Entries taken from a collection =
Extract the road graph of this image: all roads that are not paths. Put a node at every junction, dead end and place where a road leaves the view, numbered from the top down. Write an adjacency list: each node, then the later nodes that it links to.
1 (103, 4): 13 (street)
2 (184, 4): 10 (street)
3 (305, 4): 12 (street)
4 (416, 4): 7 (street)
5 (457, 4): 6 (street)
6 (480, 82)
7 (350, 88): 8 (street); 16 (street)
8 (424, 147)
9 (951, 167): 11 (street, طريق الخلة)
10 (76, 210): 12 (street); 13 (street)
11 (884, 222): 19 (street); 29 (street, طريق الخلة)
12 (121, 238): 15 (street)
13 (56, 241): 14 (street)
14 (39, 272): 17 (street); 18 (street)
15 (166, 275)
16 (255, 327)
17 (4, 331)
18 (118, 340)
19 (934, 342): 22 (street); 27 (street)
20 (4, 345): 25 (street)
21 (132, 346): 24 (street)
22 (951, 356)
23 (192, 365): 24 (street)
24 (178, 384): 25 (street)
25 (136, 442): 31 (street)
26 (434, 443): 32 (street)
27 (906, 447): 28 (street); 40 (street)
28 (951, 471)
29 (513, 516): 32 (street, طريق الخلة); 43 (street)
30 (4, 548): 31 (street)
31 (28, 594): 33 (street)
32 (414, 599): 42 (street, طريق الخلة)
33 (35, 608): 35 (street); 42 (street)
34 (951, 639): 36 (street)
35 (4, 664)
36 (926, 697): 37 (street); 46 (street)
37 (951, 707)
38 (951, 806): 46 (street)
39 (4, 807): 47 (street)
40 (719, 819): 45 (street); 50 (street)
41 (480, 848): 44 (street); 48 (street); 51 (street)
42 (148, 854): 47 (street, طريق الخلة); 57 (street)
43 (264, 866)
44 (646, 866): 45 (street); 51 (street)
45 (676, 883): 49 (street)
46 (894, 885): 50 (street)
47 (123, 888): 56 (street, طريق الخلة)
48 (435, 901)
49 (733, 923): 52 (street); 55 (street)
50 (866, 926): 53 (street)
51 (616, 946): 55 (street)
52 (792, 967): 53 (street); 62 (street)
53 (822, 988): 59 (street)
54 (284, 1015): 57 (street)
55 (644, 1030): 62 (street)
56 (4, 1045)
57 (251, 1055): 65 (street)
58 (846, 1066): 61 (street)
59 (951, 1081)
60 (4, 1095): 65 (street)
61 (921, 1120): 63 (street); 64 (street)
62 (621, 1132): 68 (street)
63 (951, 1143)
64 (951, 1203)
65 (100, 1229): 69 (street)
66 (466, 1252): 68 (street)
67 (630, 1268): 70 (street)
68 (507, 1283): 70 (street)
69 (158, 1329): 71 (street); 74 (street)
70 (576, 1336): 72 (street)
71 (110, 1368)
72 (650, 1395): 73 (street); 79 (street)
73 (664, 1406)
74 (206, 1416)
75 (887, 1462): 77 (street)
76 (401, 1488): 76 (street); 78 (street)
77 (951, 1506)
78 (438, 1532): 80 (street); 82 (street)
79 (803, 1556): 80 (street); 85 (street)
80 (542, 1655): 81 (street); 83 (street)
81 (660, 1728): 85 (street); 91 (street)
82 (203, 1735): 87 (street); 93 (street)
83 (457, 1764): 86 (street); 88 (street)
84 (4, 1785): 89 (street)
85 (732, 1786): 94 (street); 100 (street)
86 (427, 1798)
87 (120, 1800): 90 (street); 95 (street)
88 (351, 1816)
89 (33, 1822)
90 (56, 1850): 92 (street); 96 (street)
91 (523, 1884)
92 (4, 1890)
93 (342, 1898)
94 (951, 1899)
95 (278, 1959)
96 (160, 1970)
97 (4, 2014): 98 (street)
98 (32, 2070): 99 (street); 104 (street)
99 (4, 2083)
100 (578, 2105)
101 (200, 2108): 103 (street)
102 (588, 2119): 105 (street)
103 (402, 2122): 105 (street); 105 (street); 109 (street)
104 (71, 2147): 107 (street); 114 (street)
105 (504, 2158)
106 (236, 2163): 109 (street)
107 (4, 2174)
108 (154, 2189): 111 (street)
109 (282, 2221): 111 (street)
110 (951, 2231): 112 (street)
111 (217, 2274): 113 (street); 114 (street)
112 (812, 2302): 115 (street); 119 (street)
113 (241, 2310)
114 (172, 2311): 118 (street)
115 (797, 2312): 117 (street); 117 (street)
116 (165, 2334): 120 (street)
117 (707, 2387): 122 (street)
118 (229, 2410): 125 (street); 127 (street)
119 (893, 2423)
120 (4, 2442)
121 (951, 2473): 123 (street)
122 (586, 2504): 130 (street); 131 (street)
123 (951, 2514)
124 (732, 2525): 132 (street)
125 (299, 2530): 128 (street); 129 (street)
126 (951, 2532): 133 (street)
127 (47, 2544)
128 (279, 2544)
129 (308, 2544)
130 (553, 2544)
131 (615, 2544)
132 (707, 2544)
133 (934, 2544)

Task statement = Only lines holding the word "الخلة" belong in the answer; copy all of them from the records.

Solution for this exercise =
9 (951, 167): 11 (street, طريق الخلة)
11 (884, 222): 19 (street); 29 (street, طريق الخلة)
29 (513, 516): 32 (street, طريق الخلة); 43 (street)
32 (414, 599): 42 (street, طريق الخلة)
42 (148, 854): 47 (street, طريق الخلة); 57 (street)
47 (123, 888): 56 (street, طريق الخلة)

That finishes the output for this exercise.